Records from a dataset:

——————————

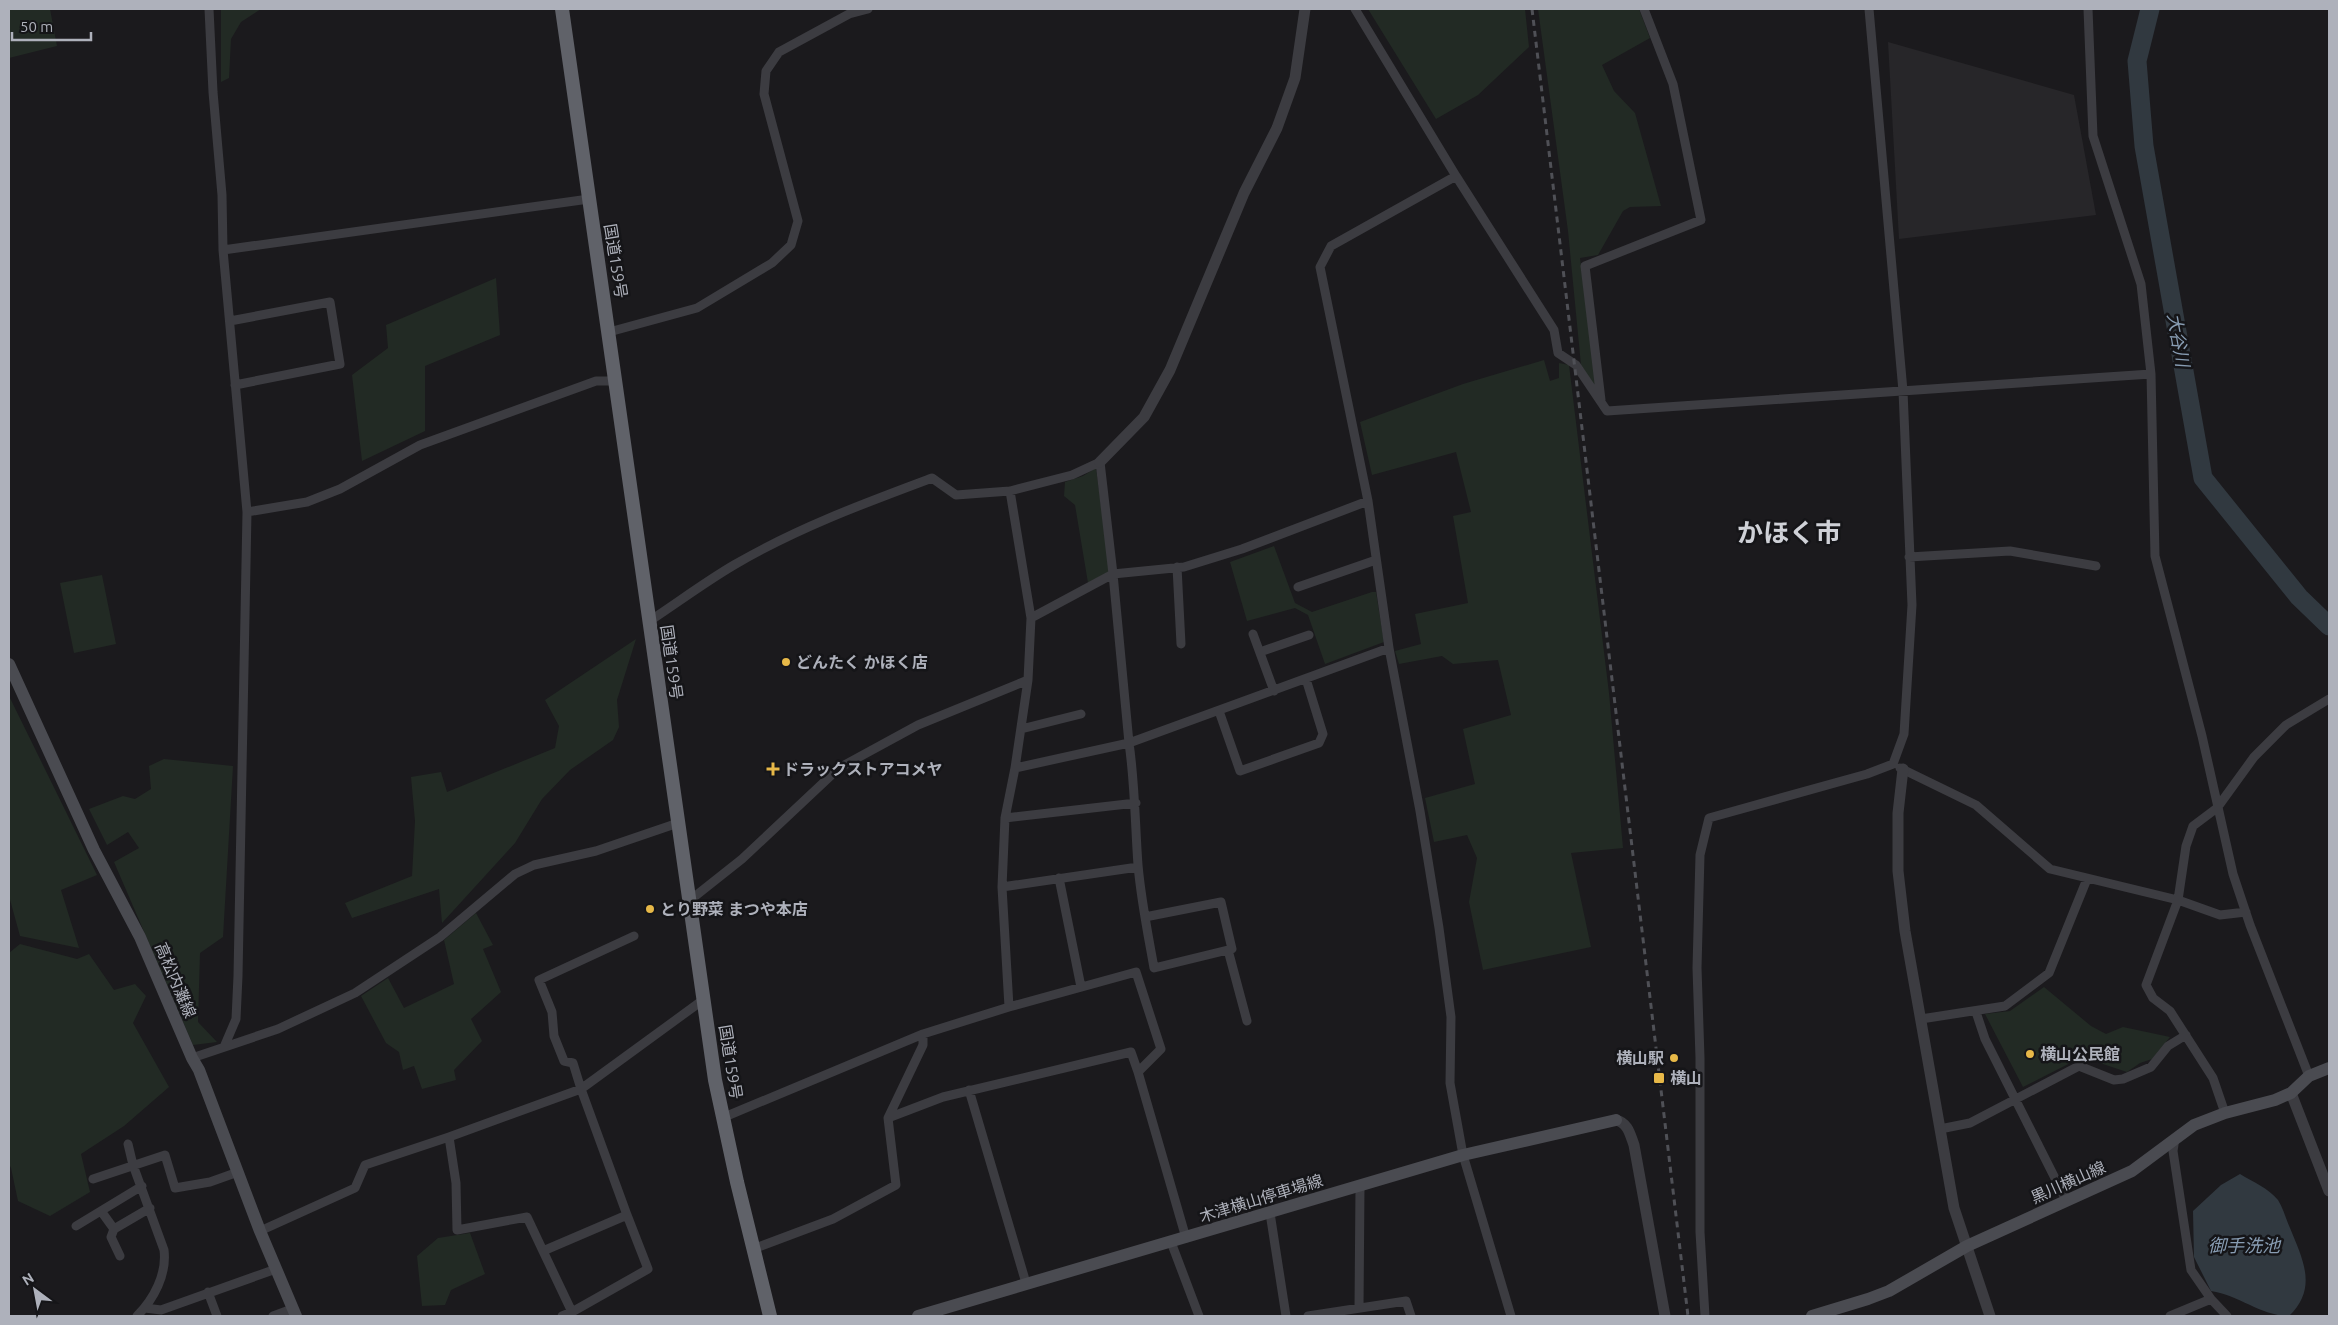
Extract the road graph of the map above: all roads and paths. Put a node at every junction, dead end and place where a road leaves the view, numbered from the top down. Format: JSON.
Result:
{"nodes":[{"id":1,"x":209,"y":9,"type":"edge"},
{"id":2,"x":562,"y":9,"type":"edge"},
{"id":3,"x":868,"y":9,"type":"edge"},
{"id":4,"x":1305,"y":9,"type":"edge"},
{"id":5,"x":1355,"y":9,"type":"edge"},
{"id":6,"x":1644,"y":9,"type":"edge"},
{"id":7,"x":1869,"y":9,"type":"edge"},
{"id":8,"x":2088,"y":9,"type":"edge"},
{"id":9,"x":1456,"y":176,"type":"junction"},
{"id":10,"x":589,"y":199,"type":"junction"},
{"id":11,"x":223,"y":250,"type":"junction"},
{"id":12,"x":230,"y":320,"type":"junction"},
{"id":13,"x":609,"y":332,"type":"junction"},
{"id":14,"x":2151,"y":374,"type":"junction"},
{"id":15,"x":615,"y":381,"type":"junction"},
{"id":16,"x":236,"y":385,"type":"junction"},
{"id":17,"x":1903,"y":391,"type":"junction"},
{"id":18,"x":1601,"y":402,"type":"junction"},
{"id":19,"x":1100,"y":462,"type":"junction"},
{"id":20,"x":1010,"y":491,"type":"junction"},
{"id":21,"x":1368,"y":501,"type":"junction"},
{"id":22,"x":247,"y":512,"type":"junction"},
{"id":23,"x":1910,"y":557,"type":"junction"},
{"id":24,"x":1376,"y":560,"type":"junction"},
{"id":25,"x":2096,"y":566,"type":"dead end"},
{"id":26,"x":1177,"y":567,"type":"junction"},
{"id":27,"x":1113,"y":574,"type":"junction"},
{"id":28,"x":1298,"y":587,"type":"dead end"},
{"id":29,"x":1031,"y":618,"type":"junction"},
{"id":30,"x":648,"y":622,"type":"junction"},
{"id":31,"x":1253,"y":634,"type":"dead end"},
{"id":32,"x":1310,"y":635,"type":"dead end"},
{"id":33,"x":1181,"y":644,"type":"dead end"},
{"id":34,"x":1389,"y":648,"type":"junction"},
{"id":35,"x":1260,"y":652,"type":"junction"},
{"id":36,"x":9,"y":664,"type":"edge"},
{"id":37,"x":1306,"y":679,"type":"junction"},
{"id":38,"x":1028,"y":680,"type":"junction"},
{"id":39,"x":1274,"y":691,"type":"junction"},
{"id":40,"x":2329,"y":699,"type":"edge"},
{"id":41,"x":1219,"y":711,"type":"junction"},
{"id":42,"x":1081,"y":714,"type":"dead end"},
{"id":43,"x":1021,"y":729,"type":"junction"},
{"id":44,"x":1130,"y":743,"type":"junction"},
{"id":45,"x":1898,"y":766,"type":"junction"},
{"id":46,"x":1015,"y":768,"type":"junction"},
{"id":47,"x":1136,"y":803,"type":"junction"},
{"id":48,"x":2217,"y":808,"type":"junction"},
{"id":49,"x":1005,"y":818,"type":"junction"},
{"id":50,"x":678,"y":823,"type":"junction"},
{"id":51,"x":1138,"y":867,"type":"junction"},
{"id":52,"x":1059,"y":878,"type":"junction"},
{"id":53,"x":2087,"y":879,"type":"junction"},
{"id":54,"x":1002,"y":886,"type":"junction"},
{"id":55,"x":2178,"y":900,"type":"junction"},
{"id":56,"x":689,"y":901,"type":"junction"},
{"id":57,"x":2246,"y":912,"type":"junction"},
{"id":58,"x":1145,"y":917,"type":"junction"},
{"id":59,"x":634,"y":936,"type":"dead end"},
{"id":60,"x":1228,"y":950,"type":"junction"},
{"id":61,"x":1154,"y":968,"type":"junction"},
{"id":62,"x":1136,"y":972,"type":"junction"},
{"id":63,"x":1081,"y":987,"type":"junction"},
{"id":64,"x":703,"y":1000,"type":"junction"},
{"id":65,"x":1009,"y":1006,"type":"junction"},
{"id":66,"x":1976,"y":1012,"type":"junction"},
{"id":67,"x":1921,"y":1018,"type":"junction"},
{"id":68,"x":1247,"y":1021,"type":"dead end"},
{"id":69,"x":923,"y":1034,"type":"junction"},
{"id":70,"x":2186,"y":1035,"type":"junction"},
{"id":71,"x":224,"y":1047,"type":"junction"},
{"id":72,"x":192,"y":1058,"type":"junction"},
{"id":73,"x":2329,"y":1068,"type":"edge"},
{"id":74,"x":1138,"y":1072,"type":"junction"},
{"id":75,"x":2309,"y":1076,"type":"junction"},
{"id":76,"x":581,"y":1089,"type":"junction"},
{"id":77,"x":969,"y":1090,"type":"junction"},
{"id":78,"x":2291,"y":1093,"type":"junction"},
{"id":79,"x":2016,"y":1098,"type":"junction"},
{"id":80,"x":2224,"y":1113,"type":"junction"},
{"id":81,"x":722,"y":1118,"type":"junction"},
{"id":82,"x":888,"y":1118,"type":"junction"},
{"id":83,"x":1616,"y":1120,"type":"joint"},
{"id":84,"x":1940,"y":1129,"type":"junction"},
{"id":85,"x":449,"y":1137,"type":"junction"},
{"id":86,"x":2176,"y":1138,"type":"junction"},
{"id":87,"x":128,"y":1144,"type":"dead end"},
{"id":88,"x":1463,"y":1156,"type":"junction"},
{"id":89,"x":133,"y":1165,"type":"junction"},
{"id":90,"x":238,"y":1172,"type":"junction"},
{"id":91,"x":93,"y":1179,"type":"dead end"},
{"id":92,"x":142,"y":1186,"type":"junction"},
{"id":93,"x":1360,"y":1186,"type":"junction"},
{"id":94,"x":2329,"y":1191,"type":"edge"},
{"id":95,"x":2066,"y":1200,"type":"junction"},
{"id":96,"x":150,"y":1208,"type":"junction"},
{"id":97,"x":101,"y":1211,"type":"junction"},
{"id":98,"x":1270,"y":1213,"type":"junction"},
{"id":99,"x":627,"y":1215,"type":"junction"},
{"id":100,"x":76,"y":1226,"type":"dead end"},
{"id":101,"x":114,"y":1229,"type":"junction"},
{"id":102,"x":260,"y":1231,"type":"junction"},
{"id":103,"x":1186,"y":1238,"type":"junction"},
{"id":104,"x":1171,"y":1242,"type":"junction"},
{"id":105,"x":1967,"y":1246,"type":"junction"},
{"id":106,"x":754,"y":1249,"type":"junction"},
{"id":107,"x":543,"y":1251,"type":"junction"},
{"id":108,"x":120,"y":1256,"type":"dead end"},
{"id":109,"x":276,"y":1269,"type":"junction"},
{"id":110,"x":1026,"y":1283,"type":"junction"},
{"id":111,"x":208,"y":1292,"type":"junction"},
{"id":112,"x":2212,"y":1299,"type":"junction"},
{"id":113,"x":1359,"y":1308,"type":"junction"},
{"id":114,"x":146,"y":1312,"type":"edge"},
{"id":115,"x":572,"y":1312,"type":"junction"},
{"id":116,"x":294,"y":1313,"type":"edge"},
{"id":117,"x":137,"y":1316,"type":"edge"},
{"id":118,"x":217,"y":1316,"type":"edge"},
{"id":119,"x":273,"y":1316,"type":"edge"},
{"id":120,"x":562,"y":1316,"type":"edge"},
{"id":121,"x":770,"y":1316,"type":"edge"},
{"id":122,"x":918,"y":1316,"type":"edge"},
{"id":123,"x":1199,"y":1316,"type":"edge"},
{"id":124,"x":1286,"y":1316,"type":"edge"},
{"id":125,"x":1308,"y":1316,"type":"edge"},
{"id":126,"x":1411,"y":1316,"type":"edge"},
{"id":127,"x":1511,"y":1316,"type":"edge"},
{"id":128,"x":1665,"y":1316,"type":"edge"},
{"id":129,"x":1705,"y":1316,"type":"edge"},
{"id":130,"x":1812,"y":1316,"type":"edge"},
{"id":131,"x":1990,"y":1316,"type":"edge"},
{"id":132,"x":2170,"y":1316,"type":"edge"},
{"id":133,"x":2227,"y":1316,"type":"edge"}],
"edges":[{"from":1,"to":11,"type":"street"},
{"from":2,"to":10,"type":"highway","name":"国道159号"},
{"from":3,"to":13,"type":"street"},
{"from":4,"to":19,"type":"street"},
{"from":5,"to":9,"type":"street"},
{"from":6,"to":18,"type":"street"},
{"from":7,"to":17,"type":"street"},
{"from":8,"to":14,"type":"street"},
{"from":9,"to":18,"type":"street"},
{"from":9,"to":21,"type":"street"},
{"from":10,"to":11,"type":"street"},
{"from":10,"to":13,"type":"highway","name":"国道159号"},
{"from":11,"to":12,"type":"street"},
{"from":12,"to":16,"type":"street"},
{"from":12,"to":16,"type":"street"},
{"from":13,"to":15,"type":"highway","name":"国道159号"},
{"from":14,"to":17,"type":"street"},
{"from":14,"to":48,"type":"street"},
{"from":15,"to":22,"type":"street"},
{"from":15,"to":30,"type":"highway","name":"国道159号"},
{"from":16,"to":22,"type":"street"},
{"from":17,"to":18,"type":"street"},
{"from":17,"to":23,"type":"street"},
{"from":19,"to":20,"type":"street"},
{"from":19,"to":27,"type":"street"},
{"from":20,"to":29,"type":"street"},
{"from":20,"to":30,"type":"street"},
{"from":21,"to":24,"type":"street"},
{"from":21,"to":26,"type":"street"},
{"from":22,"to":71,"type":"street"},
{"from":23,"to":25,"type":"street"},
{"from":23,"to":45,"type":"street"},
{"from":24,"to":28,"type":"street"},
{"from":24,"to":34,"type":"street"},
{"from":26,"to":27,"type":"street"},
{"from":26,"to":33,"type":"street"},
{"from":27,"to":29,"type":"street"},
{"from":27,"to":44,"type":"street"},
{"from":29,"to":38,"type":"street"},
{"from":30,"to":50,"type":"highway","name":"国道159号"},
{"from":31,"to":35,"type":"street"},
{"from":32,"to":35,"type":"street"},
{"from":34,"to":37,"type":"street"},
{"from":34,"to":88,"type":"street"},
{"from":35,"to":39,"type":"street"},
{"from":36,"to":72,"type":"main road","name":"高松内灘線"},
{"from":37,"to":39,"type":"street"},
{"from":37,"to":41,"type":"street"},
{"from":38,"to":43,"type":"street"},
{"from":38,"to":56,"type":"street"},
{"from":39,"to":41,"type":"street"},
{"from":40,"to":48,"type":"street"},
{"from":41,"to":44,"type":"street"},
{"from":42,"to":43,"type":"street"},
{"from":43,"to":46,"type":"street"},
{"from":44,"to":46,"type":"street"},
{"from":44,"to":47,"type":"street"},
{"from":45,"to":53,"type":"street"},
{"from":45,"to":67,"type":"street"},
{"from":45,"to":129,"type":"street"},
{"from":46,"to":49,"type":"street"},
{"from":47,"to":49,"type":"street"},
{"from":47,"to":51,"type":"street"},
{"from":48,"to":55,"type":"street"},
{"from":48,"to":57,"type":"street"},
{"from":49,"to":54,"type":"street"},
{"from":50,"to":56,"type":"highway","name":"国道159号"},
{"from":50,"to":71,"type":"street"},
{"from":51,"to":52,"type":"street"},
{"from":51,"to":58,"type":"street"},
{"from":52,"to":54,"type":"street"},
{"from":52,"to":63,"type":"street"},
{"from":53,"to":55,"type":"street"},
{"from":53,"to":66,"type":"street"},
{"from":54,"to":65,"type":"street"},
{"from":55,"to":57,"type":"street"},
{"from":55,"to":70,"type":"street"},
{"from":56,"to":64,"type":"highway","name":"国道159号"},
{"from":57,"to":75,"type":"street"},
{"from":58,"to":60,"type":"street"},
{"from":58,"to":61,"type":"street"},
{"from":59,"to":76,"type":"street"},
{"from":60,"to":61,"type":"street"},
{"from":60,"to":68,"type":"street"},
{"from":61,"to":62,"type":"street"},
{"from":62,"to":63,"type":"street"},
{"from":62,"to":74,"type":"street"},
{"from":63,"to":65,"type":"street"},
{"from":64,"to":76,"type":"street"},
{"from":64,"to":81,"type":"highway","name":"国道159号"},
{"from":65,"to":69,"type":"street"},
{"from":66,"to":67,"type":"street"},
{"from":66,"to":79,"type":"street"},
{"from":67,"to":84,"type":"street"},
{"from":69,"to":81,"type":"street"},
{"from":69,"to":82,"type":"street"},
{"from":70,"to":79,"type":"street"},
{"from":70,"to":80,"type":"street"},
{"from":71,"to":72,"type":"street"},
{"from":72,"to":90,"type":"main road","name":"高松内灘線"},
{"from":73,"to":75,"type":"main road","name":"黒川横山線"},
{"from":74,"to":77,"type":"street"},
{"from":74,"to":103,"type":"street"},
{"from":75,"to":78,"type":"main road","name":"黒川横山線"},
{"from":76,"to":85,"type":"street"},
{"from":76,"to":99,"type":"street"},
{"from":77,"to":82,"type":"street"},
{"from":77,"to":110,"type":"street"},
{"from":78,"to":80,"type":"main road","name":"黒川横山線"},
{"from":78,"to":94,"type":"street"},
{"from":79,"to":84,"type":"street"},
{"from":79,"to":95,"type":"street"},
{"from":80,"to":86,"type":"main road","name":"黒川横山線"},
{"from":81,"to":106,"type":"highway","name":"国道159号"},
{"from":82,"to":106,"type":"street"},
{"from":83,"to":88,"type":"main road","name":"木津横山停車場線"},
{"from":83,"to":128,"type":"street"},
{"from":84,"to":105,"type":"street"},
{"from":85,"to":102,"type":"street"},
{"from":85,"to":107,"type":"street"},
{"from":86,"to":95,"type":"main road","name":"黒川横山線"},
{"from":86,"to":112,"type":"street"},
{"from":87,"to":89,"type":"street"},
{"from":88,"to":93,"type":"main road","name":"木津横山停車場線"},
{"from":88,"to":127,"type":"street"},
{"from":89,"to":90,"type":"street"},
{"from":89,"to":91,"type":"street"},
{"from":89,"to":92,"type":"street"},
{"from":90,"to":102,"type":"main road","name":"高松内灘線"},
{"from":92,"to":96,"type":"street"},
{"from":92,"to":97,"type":"street"},
{"from":93,"to":98,"type":"main road","name":"木津横山停車場線"},
{"from":93,"to":113,"type":"street"},
{"from":95,"to":105,"type":"main road","name":"黒川横山線"},
{"from":96,"to":101,"type":"street"},
{"from":96,"to":114,"type":"street"},
{"from":97,"to":100,"type":"street"},
{"from":97,"to":101,"type":"street"},
{"from":98,"to":103,"type":"main road","name":"木津横山停車場線"},
{"from":98,"to":124,"type":"street"},
{"from":99,"to":107,"type":"street"},
{"from":99,"to":115,"type":"street"},
{"from":101,"to":108,"type":"street"},
{"from":102,"to":109,"type":"main road","name":"高松内灘線"},
{"from":103,"to":104,"type":"main road","name":"木津横山停車場線"},
{"from":104,"to":110,"type":"main road","name":"木津横山停車場線"},
{"from":104,"to":123,"type":"street"},
{"from":105,"to":130,"type":"main road","name":"黒川横山線"},
{"from":105,"to":131,"type":"street"},
{"from":106,"to":121,"type":"highway","name":"国道159号"},
{"from":107,"to":115,"type":"street"},
{"from":109,"to":111,"type":"street"},
{"from":109,"to":116,"type":"main road","name":"高松内灘線"},
{"from":110,"to":122,"type":"main road","name":"木津横山停車場線"},
{"from":111,"to":114,"type":"street"},
{"from":111,"to":118,"type":"street"},
{"from":112,"to":132,"type":"street"},
{"from":112,"to":133,"type":"street"},
{"from":113,"to":125,"type":"street"},
{"from":113,"to":126,"type":"street"},
{"from":114,"to":117,"type":"street"},
{"from":115,"to":120,"type":"street"},
{"from":116,"to":119,"type":"street"}]}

——————————

[How to complete this task]
Reproduce all lines from the records above that include the word "高松内灘線".

[Response to the exercise]
{"from":36,"to":72,"type":"main road","name":"高松内灘線"},
{"from":72,"to":90,"type":"main road","name":"高松内灘線"},
{"from":90,"to":102,"type":"main road","name":"高松内灘線"},
{"from":102,"to":109,"type":"main road","name":"高松内灘線"},
{"from":109,"to":116,"type":"main road","name":"高松内灘線"},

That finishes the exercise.